Note that 'fsub st(2)' doesn't exist. Since examples are always welcome:

 fld x          ;x
 fld y          ;y-x
 fld z          ;z-y-x
 fsub st(2),st(0) ;z-y-(x-z)

Don't worry, the other instructions aren't so difficult to use.

Basic operations: mul

This is very easy, believe me. A mul:

 fld x          ;x
 fld y          ;y-x
 fmul st(0),st(1) ;(y*x)-x

Note that 'fmul st(1)' anyway, no need, you can use 'fmul st(0),st(1)' and even 'fmul st(1),st(0)'! Maybe you are asking why can you do this... This's for the result is stored in another register:

 fld x          ;x
 fld y          ;y-x
 fmul st(1),st(0) ;y-(x*y) <- you see? the result is now in st(1)

And with no parameters:

 fld x          ;x
 fld y          ;y-x
 fmul           ;(y*x) <- this is fmulp st(1),st(0)

Ok?

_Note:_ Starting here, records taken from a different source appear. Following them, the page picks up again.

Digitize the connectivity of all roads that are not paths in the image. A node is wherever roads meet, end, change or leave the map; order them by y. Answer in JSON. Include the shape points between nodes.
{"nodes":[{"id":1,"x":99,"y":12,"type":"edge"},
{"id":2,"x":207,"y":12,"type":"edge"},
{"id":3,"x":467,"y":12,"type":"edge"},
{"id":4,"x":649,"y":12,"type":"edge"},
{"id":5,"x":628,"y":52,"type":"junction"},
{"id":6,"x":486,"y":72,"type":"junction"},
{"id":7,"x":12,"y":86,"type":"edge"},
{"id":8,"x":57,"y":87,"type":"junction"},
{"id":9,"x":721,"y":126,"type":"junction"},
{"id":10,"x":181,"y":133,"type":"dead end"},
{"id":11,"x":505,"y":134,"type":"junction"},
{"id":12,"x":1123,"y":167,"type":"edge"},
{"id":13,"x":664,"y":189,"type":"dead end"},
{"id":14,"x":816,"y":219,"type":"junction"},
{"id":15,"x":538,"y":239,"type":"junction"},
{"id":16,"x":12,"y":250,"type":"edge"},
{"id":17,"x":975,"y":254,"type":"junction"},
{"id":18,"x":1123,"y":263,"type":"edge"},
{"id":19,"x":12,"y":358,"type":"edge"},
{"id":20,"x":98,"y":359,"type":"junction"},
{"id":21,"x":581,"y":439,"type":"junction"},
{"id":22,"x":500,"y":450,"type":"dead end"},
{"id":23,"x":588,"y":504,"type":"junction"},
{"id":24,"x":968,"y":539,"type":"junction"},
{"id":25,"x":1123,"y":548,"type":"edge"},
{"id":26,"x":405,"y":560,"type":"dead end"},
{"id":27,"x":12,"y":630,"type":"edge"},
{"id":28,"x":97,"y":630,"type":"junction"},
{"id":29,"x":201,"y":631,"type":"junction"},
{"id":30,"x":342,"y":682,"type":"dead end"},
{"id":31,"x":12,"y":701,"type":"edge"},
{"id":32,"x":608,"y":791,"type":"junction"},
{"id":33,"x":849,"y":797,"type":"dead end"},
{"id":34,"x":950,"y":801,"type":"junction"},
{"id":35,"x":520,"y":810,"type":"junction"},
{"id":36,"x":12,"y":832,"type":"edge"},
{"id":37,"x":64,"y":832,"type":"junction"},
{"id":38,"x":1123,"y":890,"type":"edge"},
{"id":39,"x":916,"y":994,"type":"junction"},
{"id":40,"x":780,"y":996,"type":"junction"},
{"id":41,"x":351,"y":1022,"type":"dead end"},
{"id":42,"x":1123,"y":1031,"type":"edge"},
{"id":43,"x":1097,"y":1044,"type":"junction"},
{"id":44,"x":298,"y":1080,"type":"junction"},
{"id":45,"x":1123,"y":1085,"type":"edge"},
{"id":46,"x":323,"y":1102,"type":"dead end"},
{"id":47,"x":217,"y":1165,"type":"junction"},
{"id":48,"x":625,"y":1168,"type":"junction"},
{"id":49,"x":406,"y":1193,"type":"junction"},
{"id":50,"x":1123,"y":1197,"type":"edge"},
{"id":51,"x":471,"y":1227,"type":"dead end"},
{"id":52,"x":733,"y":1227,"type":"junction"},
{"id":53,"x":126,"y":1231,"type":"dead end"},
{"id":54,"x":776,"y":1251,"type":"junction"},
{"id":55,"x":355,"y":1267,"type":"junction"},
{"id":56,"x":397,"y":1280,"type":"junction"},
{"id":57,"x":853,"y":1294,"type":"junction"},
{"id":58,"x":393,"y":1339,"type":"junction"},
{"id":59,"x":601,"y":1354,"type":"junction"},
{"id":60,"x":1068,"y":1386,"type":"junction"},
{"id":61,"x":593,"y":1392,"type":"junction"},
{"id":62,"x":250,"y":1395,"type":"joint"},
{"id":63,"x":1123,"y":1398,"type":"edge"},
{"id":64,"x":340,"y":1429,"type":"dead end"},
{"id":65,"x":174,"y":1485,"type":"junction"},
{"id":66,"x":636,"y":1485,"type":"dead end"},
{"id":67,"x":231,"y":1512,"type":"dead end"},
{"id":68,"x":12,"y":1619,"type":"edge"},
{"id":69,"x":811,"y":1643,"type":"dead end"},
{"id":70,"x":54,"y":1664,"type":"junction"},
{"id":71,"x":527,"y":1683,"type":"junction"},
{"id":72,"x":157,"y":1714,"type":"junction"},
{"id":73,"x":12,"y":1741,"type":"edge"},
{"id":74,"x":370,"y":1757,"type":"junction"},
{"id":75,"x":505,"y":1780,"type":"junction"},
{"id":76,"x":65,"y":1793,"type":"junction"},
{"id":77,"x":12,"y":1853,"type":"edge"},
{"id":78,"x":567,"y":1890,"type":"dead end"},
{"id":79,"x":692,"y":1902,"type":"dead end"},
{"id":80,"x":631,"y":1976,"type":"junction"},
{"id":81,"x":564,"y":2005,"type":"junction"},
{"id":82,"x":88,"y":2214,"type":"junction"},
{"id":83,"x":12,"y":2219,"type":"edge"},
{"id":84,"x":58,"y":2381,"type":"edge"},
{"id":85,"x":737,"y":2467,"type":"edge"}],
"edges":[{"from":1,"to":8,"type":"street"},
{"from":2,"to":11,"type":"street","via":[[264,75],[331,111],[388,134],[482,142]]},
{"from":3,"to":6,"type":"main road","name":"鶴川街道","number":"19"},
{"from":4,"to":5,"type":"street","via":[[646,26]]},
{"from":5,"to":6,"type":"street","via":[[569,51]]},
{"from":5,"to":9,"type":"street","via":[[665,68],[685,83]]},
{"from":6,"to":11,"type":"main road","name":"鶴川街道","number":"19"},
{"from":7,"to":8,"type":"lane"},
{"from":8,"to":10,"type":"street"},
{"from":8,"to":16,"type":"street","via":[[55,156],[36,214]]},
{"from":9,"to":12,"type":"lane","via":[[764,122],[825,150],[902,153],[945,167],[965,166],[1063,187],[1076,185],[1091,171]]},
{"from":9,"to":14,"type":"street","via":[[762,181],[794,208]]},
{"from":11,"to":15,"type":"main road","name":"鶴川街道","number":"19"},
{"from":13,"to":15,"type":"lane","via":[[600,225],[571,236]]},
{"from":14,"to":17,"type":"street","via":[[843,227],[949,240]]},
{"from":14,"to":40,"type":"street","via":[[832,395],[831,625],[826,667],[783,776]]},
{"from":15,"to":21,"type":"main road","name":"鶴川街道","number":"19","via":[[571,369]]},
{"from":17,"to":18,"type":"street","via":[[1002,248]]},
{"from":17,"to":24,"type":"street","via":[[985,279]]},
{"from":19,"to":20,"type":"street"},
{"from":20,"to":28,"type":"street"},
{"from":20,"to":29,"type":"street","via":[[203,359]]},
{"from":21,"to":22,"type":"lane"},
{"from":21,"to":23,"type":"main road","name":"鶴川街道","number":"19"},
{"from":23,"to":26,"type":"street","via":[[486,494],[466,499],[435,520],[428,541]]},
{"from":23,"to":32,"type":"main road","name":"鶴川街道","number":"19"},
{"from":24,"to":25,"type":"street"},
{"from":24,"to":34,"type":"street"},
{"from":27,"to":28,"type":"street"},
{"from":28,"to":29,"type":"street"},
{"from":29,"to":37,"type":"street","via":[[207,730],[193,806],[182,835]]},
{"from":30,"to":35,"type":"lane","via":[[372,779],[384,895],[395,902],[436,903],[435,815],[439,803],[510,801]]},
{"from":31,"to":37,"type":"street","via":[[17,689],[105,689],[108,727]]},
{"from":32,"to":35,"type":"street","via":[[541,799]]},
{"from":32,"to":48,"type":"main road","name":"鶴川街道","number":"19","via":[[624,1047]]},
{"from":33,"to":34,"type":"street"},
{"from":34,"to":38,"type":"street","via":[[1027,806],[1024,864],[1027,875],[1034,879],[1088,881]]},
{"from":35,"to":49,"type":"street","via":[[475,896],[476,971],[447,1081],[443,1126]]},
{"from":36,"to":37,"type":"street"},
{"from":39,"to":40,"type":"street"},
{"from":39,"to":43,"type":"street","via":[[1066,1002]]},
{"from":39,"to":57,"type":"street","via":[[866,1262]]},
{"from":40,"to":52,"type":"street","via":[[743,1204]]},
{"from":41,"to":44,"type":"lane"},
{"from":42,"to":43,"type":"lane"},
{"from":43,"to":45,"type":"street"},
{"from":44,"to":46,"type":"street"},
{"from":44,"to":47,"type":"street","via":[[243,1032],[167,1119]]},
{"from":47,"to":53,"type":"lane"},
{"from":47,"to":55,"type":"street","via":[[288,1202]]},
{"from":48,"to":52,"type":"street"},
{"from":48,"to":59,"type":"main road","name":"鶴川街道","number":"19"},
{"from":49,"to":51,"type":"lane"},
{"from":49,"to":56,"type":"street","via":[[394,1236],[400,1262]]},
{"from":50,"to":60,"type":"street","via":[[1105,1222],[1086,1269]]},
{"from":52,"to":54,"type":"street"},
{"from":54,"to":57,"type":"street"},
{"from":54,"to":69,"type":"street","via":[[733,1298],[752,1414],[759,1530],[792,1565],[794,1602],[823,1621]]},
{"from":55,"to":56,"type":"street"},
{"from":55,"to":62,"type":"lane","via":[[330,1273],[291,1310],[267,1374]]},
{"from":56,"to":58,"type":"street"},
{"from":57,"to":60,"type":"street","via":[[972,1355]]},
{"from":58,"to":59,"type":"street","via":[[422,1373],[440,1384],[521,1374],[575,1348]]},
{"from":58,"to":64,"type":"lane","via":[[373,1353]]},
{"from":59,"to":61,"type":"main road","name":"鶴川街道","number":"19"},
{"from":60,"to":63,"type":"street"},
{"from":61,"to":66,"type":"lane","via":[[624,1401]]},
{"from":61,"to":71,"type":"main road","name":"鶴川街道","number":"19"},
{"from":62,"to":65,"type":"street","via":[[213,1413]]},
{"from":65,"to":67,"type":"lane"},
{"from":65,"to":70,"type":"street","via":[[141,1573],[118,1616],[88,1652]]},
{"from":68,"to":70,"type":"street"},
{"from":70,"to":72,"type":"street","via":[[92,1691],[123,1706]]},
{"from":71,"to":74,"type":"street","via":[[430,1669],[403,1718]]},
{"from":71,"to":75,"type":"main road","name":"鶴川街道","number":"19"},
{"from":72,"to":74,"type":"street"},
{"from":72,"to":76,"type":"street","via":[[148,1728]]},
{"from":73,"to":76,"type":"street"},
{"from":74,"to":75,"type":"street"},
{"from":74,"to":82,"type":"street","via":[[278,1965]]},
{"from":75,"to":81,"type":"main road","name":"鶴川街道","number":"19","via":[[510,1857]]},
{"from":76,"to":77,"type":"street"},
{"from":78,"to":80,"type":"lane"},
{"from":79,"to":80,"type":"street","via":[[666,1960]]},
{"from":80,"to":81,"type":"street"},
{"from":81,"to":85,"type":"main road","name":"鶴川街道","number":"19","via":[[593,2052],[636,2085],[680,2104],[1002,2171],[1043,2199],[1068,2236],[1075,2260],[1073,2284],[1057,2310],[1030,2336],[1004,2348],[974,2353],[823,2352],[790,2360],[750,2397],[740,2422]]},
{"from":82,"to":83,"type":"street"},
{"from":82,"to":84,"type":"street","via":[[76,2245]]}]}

Now I just remind you that x*y = y*x. But I hope you already know that!

Basic operations: div

Now the div, 'fdiv' will divide st(1) with st(0) and leave the result in st(1), and then pop st(0), i.e.:

 fld x          ;x
 fld y          ;y-x
 fdiv           ;(x/y)

Note that 'fdiv st(1)' doesn't exist. Do you want to know why? Ask Intel! (Seriously: this is because we already have an instruction which does that.)

And another example more, this will divide st(0) by st(2) and leave the result in st(0):

 fld x          ;x
 fld y          ;y-x
 fld z          ;z-y-x
 fdiv st(0),st(2) ;(z/x)-y-x

More examples:

 fld x          ;x
 fld y          ;y-x
 fld z          ;z-y-x
 fdiv st(2),st(0) ;z-y-(x/z)

Quite easy, don't you think? Once you know that the first operand is where the result is stored, you'll not have problems with the FPU anymore.

One example

Once you know how the basic operations work, and how the stack works, let's do some examples. The example is the add of two vectors.

The formula is as follows:

 void V3D::Add (V3D &a, V3D &b, V3D &c) {
                 c.x = a.x + b.x;
                 c.y = a.y + b.y;
                 c.z = a.z + b.z;

Thanks to Tryx^Xography for that example.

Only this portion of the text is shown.